Outstanding Issues and Future Directions: Includes a proposed project description for a follow-on project.
Identifying and Developing an Enterprise Systems Project
In this section, we explain what characteristics make for a good project, identify examples of some recently completed projects, lay out a template for the project description, provide an example of a completed project description, and explain how to get started.
What makes a good candidate for an Enterprise Systems Project?
Good candidates for a project are processes or systems that meet at least one or two of the following criteria...
(a) They are specific and well-defined.
(b) They require either development or improvement (or could benefit from careful analysis).
(c) They are important to the sponsor (worth spending the effort on).
(d) They are repeated, so that lessons learned from analyzing them can be applied to future runs.

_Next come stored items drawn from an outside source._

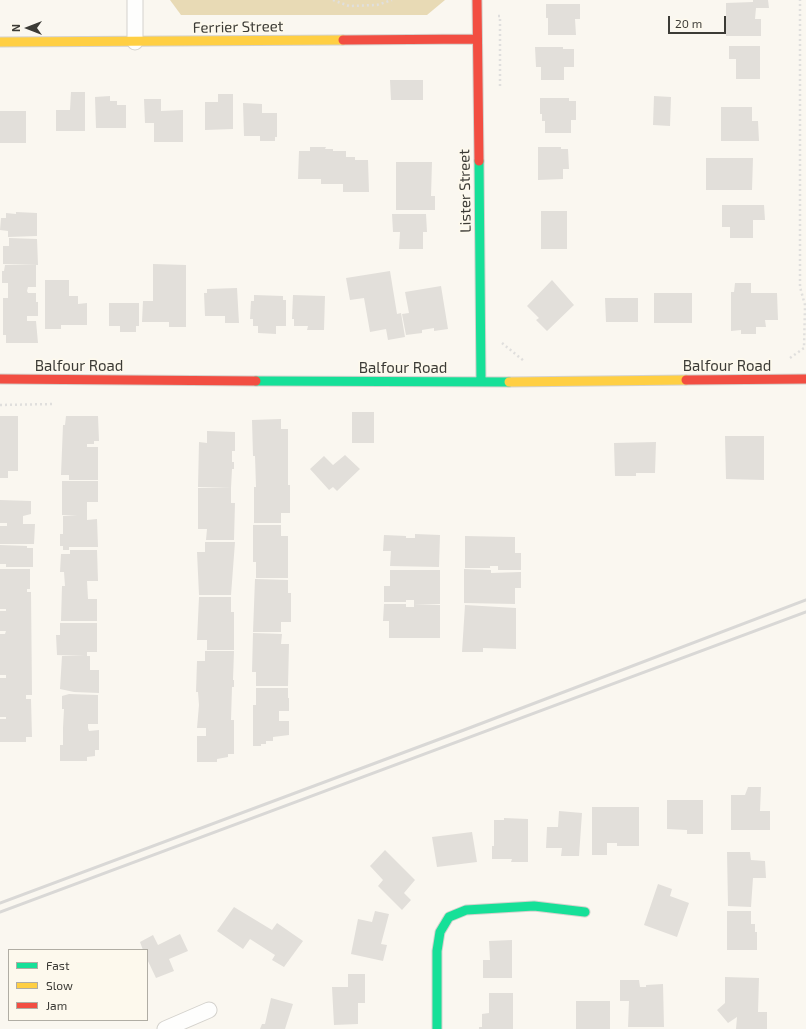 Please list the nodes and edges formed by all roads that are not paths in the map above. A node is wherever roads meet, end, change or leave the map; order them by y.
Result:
1 (135, 0) edge
2 (478, 0) edge
3 (477, 39) junction
4 (0, 42) edge
5 (135, 42) junction
6 (806, 379) edge
7 (0, 380) edge
8 (481, 382) junction
9 (585, 912) dead end
10 (210, 1010) dead end
11 (165, 1029) edge
12 (436, 1029) edge

1 - 5 street
2 - 3 street, Lister Street
3 - 5 street, Ferrier Street
3 - 8 street, Lister Street
4 - 5 street, Ferrier Street
6 - 8 street, Balfour Road
7 - 8 street, Balfour Road
9 - 12 street
10 - 11 street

(e) They are moderately complex, with multiple steps that can be analyzed, simplified, combined, reconfigured, or rationalized.
(f) They are expected to respond to multiple types of demand (without demanding that you "reinvent the wheel" each time a new demand situation arises).
(g) Even if they are working well now, they may not work in their present form if demand increased or decreased significantly, or if conditions changed significantly.
(h) The sponsor has enough control over them that they can modify or improve them (as opposed to a purchased system that can't be modified).
Project Description Template
Company Name
Company Logo (if available)
Brief Background on the company or organization: What it does, who its customers are.
Problem Statement: A brief description of the system to be developed or improved.
Project Objectives: Desired outcomes from the project.
Preferred Qualifications (optional): Any particular major, interest, background, or prior course work by team members.
Contact Information: Name of project leader, title, organization, phone, e-mail, website
Company Executive Sponsor: Name and title of CEO or equivalent
Don't worry about whether you're expressing your project in enterprise systems design terminology. Your description should be written from your (sponsor) perspective. Part of the team's challenge is the translation into a true BSD project definition.